▸ PROBLEM TO WORK ON:
Write out each entry, exactly the way it appears.

(Dataset entries)
□ □ □

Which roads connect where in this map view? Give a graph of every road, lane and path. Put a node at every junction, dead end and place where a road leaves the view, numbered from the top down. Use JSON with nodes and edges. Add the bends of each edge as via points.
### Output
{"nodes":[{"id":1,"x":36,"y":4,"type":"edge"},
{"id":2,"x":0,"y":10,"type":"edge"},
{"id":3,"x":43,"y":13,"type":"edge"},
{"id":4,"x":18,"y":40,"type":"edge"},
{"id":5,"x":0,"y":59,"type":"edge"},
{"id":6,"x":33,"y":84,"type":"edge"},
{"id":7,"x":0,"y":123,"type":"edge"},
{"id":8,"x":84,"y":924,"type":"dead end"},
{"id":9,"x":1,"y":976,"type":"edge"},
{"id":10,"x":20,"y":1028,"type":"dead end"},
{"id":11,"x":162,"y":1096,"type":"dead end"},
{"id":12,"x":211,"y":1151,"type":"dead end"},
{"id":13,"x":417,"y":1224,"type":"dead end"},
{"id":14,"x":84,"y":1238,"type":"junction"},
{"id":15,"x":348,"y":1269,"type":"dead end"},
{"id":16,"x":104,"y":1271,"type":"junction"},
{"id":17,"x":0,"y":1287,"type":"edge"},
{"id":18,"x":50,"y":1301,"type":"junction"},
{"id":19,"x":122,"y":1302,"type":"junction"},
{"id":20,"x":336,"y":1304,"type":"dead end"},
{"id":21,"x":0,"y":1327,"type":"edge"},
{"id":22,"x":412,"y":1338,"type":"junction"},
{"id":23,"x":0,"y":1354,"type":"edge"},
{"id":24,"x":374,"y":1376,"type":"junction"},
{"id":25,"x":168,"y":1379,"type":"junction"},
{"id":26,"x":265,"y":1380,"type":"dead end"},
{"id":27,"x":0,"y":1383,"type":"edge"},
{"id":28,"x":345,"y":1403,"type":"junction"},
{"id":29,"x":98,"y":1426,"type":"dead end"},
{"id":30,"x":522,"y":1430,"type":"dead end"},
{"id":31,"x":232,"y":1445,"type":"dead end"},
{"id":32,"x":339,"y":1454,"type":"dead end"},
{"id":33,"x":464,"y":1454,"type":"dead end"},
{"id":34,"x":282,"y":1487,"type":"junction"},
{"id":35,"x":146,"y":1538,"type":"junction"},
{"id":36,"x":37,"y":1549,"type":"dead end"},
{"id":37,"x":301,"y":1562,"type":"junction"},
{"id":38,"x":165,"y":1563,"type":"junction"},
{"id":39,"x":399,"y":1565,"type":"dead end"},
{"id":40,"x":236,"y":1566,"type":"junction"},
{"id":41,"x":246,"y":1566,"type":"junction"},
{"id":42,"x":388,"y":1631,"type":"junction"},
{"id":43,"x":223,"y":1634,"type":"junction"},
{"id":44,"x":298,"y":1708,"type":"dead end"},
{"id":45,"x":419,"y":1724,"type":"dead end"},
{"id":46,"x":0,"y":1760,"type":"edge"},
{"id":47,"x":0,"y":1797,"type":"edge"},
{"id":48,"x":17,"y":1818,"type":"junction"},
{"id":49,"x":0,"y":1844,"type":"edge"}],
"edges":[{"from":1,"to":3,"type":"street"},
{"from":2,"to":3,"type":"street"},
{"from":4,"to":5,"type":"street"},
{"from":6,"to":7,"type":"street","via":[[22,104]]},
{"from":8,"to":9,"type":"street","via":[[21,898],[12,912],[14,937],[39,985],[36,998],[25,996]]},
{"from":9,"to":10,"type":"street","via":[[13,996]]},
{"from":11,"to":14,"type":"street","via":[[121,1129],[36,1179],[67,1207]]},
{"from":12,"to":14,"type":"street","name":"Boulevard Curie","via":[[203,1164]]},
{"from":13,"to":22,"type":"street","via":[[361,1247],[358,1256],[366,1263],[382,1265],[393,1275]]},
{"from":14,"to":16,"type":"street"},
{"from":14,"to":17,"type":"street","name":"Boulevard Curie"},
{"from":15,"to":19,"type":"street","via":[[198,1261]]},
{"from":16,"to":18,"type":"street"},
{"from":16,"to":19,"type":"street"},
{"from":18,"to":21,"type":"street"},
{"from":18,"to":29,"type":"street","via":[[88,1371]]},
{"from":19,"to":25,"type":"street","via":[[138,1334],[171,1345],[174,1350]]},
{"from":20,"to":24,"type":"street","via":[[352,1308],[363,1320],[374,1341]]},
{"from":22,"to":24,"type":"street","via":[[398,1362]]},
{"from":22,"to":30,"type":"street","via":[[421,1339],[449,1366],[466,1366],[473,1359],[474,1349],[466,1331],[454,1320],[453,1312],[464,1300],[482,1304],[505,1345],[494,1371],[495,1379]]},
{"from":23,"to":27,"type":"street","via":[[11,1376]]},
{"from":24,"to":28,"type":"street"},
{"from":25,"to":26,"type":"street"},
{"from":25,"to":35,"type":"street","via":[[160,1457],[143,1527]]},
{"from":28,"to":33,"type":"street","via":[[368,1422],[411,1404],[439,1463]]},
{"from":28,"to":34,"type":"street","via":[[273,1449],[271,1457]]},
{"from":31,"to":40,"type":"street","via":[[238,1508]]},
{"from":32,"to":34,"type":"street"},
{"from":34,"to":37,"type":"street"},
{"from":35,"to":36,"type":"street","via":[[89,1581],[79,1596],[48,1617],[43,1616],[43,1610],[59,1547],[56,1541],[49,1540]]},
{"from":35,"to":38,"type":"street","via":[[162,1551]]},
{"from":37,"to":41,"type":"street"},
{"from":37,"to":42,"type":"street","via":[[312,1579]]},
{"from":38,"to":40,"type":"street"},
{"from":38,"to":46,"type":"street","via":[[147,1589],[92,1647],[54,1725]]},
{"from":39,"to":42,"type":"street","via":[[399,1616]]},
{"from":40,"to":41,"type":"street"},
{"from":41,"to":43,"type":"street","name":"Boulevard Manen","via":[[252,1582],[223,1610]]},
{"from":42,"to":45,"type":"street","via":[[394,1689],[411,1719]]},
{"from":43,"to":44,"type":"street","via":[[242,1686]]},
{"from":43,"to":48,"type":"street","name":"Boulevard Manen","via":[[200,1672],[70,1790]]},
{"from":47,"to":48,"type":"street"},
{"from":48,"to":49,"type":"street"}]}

□ □ □

▸ EXERCISE RESULT:
Which roads connect where in this map view? Give a graph of every road, lane and path. Put a node at every junction, dead end and place where a road leaves the view, numbered from the top down. Use JSON with nodes and edges. Add the bends of each edge as via points.
### Output
{"nodes":[{"id":1,"x":36,"y":4,"type":"edge"},
{"id":2,"x":0,"y":10,"type":"edge"},
{"id":3,"x":43,"y":13,"type":"edge"},
{"id":4,"x":18,"y":40,"type":"edge"},
{"id":5,"x":0,"y":59,"type":"edge"},
{"id":6,"x":33,"y":84,"type":"edge"},
{"id":7,"x":0,"y":123,"type":"edge"},
{"id":8,"x":84,"y":924,"type":"dead end"},
{"id":9,"x":1,"y":976,"type":"edge"},
{"id":10,"x":20,"y":1028,"type":"dead end"},
{"id":11,"x":162,"y":1096,"type":"dead end"},
{"id":12,"x":211,"y":1151,"type":"dead end"},
{"id":13,"x":417,"y":1224,"type":"dead end"},
{"id":14,"x":84,"y":1238,"type":"junction"},
{"id":15,"x":348,"y":1269,"type":"dead end"},
{"id":16,"x":104,"y":1271,"type":"junction"},
{"id":17,"x":0,"y":1287,"type":"edge"},
{"id":18,"x":50,"y":1301,"type":"junction"},
{"id":19,"x":122,"y":1302,"type":"junction"},
{"id":20,"x":336,"y":1304,"type":"dead end"},
{"id":21,"x":0,"y":1327,"type":"edge"},
{"id":22,"x":412,"y":1338,"type":"junction"},
{"id":23,"x":0,"y":1354,"type":"edge"},
{"id":24,"x":374,"y":1376,"type":"junction"},
{"id":25,"x":168,"y":1379,"type":"junction"},
{"id":26,"x":265,"y":1380,"type":"dead end"},
{"id":27,"x":0,"y":1383,"type":"edge"},
{"id":28,"x":345,"y":1403,"type":"junction"},
{"id":29,"x":98,"y":1426,"type":"dead end"},
{"id":30,"x":522,"y":1430,"type":"dead end"},
{"id":31,"x":232,"y":1445,"type":"dead end"},
{"id":32,"x":339,"y":1454,"type":"dead end"},
{"id":33,"x":464,"y":1454,"type":"dead end"},
{"id":34,"x":282,"y":1487,"type":"junction"},
{"id":35,"x":146,"y":1538,"type":"junction"},
{"id":36,"x":37,"y":1549,"type":"dead end"},
{"id":37,"x":301,"y":1562,"type":"junction"},
{"id":38,"x":165,"y":1563,"type":"junction"},
{"id":39,"x":399,"y":1565,"type":"dead end"},
{"id":40,"x":236,"y":1566,"type":"junction"},
{"id":41,"x":246,"y":1566,"type":"junction"},
{"id":42,"x":388,"y":1631,"type":"junction"},
{"id":43,"x":223,"y":1634,"type":"junction"},
{"id":44,"x":298,"y":1708,"type":"dead end"},
{"id":45,"x":419,"y":1724,"type":"dead end"},
{"id":46,"x":0,"y":1760,"type":"edge"},
{"id":47,"x":0,"y":1797,"type":"edge"},
{"id":48,"x":17,"y":1818,"type":"junction"},
{"id":49,"x":0,"y":1844,"type":"edge"}],
"edges":[{"from":1,"to":3,"type":"street"},
{"from":2,"to":3,"type":"street"},
{"from":4,"to":5,"type":"street"},
{"from":6,"to":7,"type":"street","via":[[22,104]]},
{"from":8,"to":9,"type":"street","via":[[21,898],[12,912],[14,937],[39,985],[36,998],[25,996]]},
{"from":9,"to":10,"type":"street","via":[[13,996]]},
{"from":11,"to":14,"type":"street","via":[[121,1129],[36,1179],[67,1207]]},
{"from":12,"to":14,"type":"street","name":"Boulevard Curie","via":[[203,1164]]},
{"from":13,"to":22,"type":"street","via":[[361,1247],[358,1256],[366,1263],[382,1265],[393,1275]]},
{"from":14,"to":16,"type":"street"},
{"from":14,"to":17,"type":"street","name":"Boulevard Curie"},
{"from":15,"to":19,"type":"street","via":[[198,1261]]},
{"from":16,"to":18,"type":"street"},
{"from":16,"to":19,"type":"street"},
{"from":18,"to":21,"type":"street"},
{"from":18,"to":29,"type":"street","via":[[88,1371]]},
{"from":19,"to":25,"type":"street","via":[[138,1334],[171,1345],[174,1350]]},
{"from":20,"to":24,"type":"street","via":[[352,1308],[363,1320],[374,1341]]},
{"from":22,"to":24,"type":"street","via":[[398,1362]]},
{"from":22,"to":30,"type":"street","via":[[421,1339],[449,1366],[466,1366],[473,1359],[474,1349],[466,1331],[454,1320],[453,1312],[464,1300],[482,1304],[505,1345],[494,1371],[495,1379]]},
{"from":23,"to":27,"type":"street","via":[[11,1376]]},
{"from":24,"to":28,"type":"street"},
{"from":25,"to":26,"type":"street"},
{"from":25,"to":35,"type":"street","via":[[160,1457],[143,1527]]},
{"from":28,"to":33,"type":"street","via":[[368,1422],[411,1404],[439,1463]]},
{"from":28,"to":34,"type":"street","via":[[273,1449],[271,1457]]},
{"from":31,"to":40,"type":"street","via":[[238,1508]]},
{"from":32,"to":34,"type":"street"},
{"from":34,"to":37,"type":"street"},
{"from":35,"to":36,"type":"street","via":[[89,1581],[79,1596],[48,1617],[43,1616],[43,1610],[59,1547],[56,1541],[49,1540]]},
{"from":35,"to":38,"type":"street","via":[[162,1551]]},
{"from":37,"to":41,"type":"street"},
{"from":37,"to":42,"type":"street","via":[[312,1579]]},
{"from":38,"to":40,"type":"street"},
{"from":38,"to":46,"type":"street","via":[[147,1589],[92,1647],[54,1725]]},
{"from":39,"to":42,"type":"street","via":[[399,1616]]},
{"from":40,"to":41,"type":"street"},
{"from":41,"to":43,"type":"street","name":"Boulevard Manen","via":[[252,1582],[223,1610]]},
{"from":42,"to":45,"type":"street","via":[[394,1689],[411,1719]]},
{"from":43,"to":44,"type":"street","via":[[242,1686]]},
{"from":43,"to":48,"type":"street","name":"Boulevard Manen","via":[[200,1672],[70,1790]]},
{"from":47,"to":48,"type":"street"},
{"from":48,"to":49,"type":"street"}]}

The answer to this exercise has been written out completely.